Extracted data
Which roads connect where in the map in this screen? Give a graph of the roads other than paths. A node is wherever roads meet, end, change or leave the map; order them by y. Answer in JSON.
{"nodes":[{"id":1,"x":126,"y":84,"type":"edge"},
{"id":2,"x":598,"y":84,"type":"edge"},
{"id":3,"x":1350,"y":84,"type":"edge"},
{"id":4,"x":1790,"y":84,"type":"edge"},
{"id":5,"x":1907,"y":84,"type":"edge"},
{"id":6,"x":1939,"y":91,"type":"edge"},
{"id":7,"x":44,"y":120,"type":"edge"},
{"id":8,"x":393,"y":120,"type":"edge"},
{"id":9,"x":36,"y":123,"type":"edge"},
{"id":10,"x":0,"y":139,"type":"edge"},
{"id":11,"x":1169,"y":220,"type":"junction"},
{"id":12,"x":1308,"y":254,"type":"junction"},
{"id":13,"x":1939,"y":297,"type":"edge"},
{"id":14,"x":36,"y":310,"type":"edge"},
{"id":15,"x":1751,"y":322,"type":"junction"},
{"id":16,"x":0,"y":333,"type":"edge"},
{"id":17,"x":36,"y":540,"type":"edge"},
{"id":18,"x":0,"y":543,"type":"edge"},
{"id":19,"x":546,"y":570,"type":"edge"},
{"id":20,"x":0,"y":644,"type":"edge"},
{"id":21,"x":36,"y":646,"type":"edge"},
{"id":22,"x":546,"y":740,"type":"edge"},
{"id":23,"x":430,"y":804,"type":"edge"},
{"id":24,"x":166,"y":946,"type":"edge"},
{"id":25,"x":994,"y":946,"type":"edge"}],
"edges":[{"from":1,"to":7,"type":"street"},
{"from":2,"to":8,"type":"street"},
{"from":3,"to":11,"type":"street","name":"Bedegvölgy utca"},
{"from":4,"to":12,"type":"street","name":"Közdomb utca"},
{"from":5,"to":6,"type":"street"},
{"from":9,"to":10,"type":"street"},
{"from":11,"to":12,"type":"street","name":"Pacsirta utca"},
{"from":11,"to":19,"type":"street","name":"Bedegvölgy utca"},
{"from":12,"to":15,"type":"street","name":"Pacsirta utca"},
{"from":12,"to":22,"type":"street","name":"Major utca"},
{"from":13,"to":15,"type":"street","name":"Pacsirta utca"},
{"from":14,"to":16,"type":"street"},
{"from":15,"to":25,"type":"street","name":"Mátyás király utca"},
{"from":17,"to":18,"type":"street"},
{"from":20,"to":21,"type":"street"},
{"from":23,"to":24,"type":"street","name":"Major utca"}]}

Task statement
Determine how many lines of the material hold the string "name", and state that number by itself.

Reply
9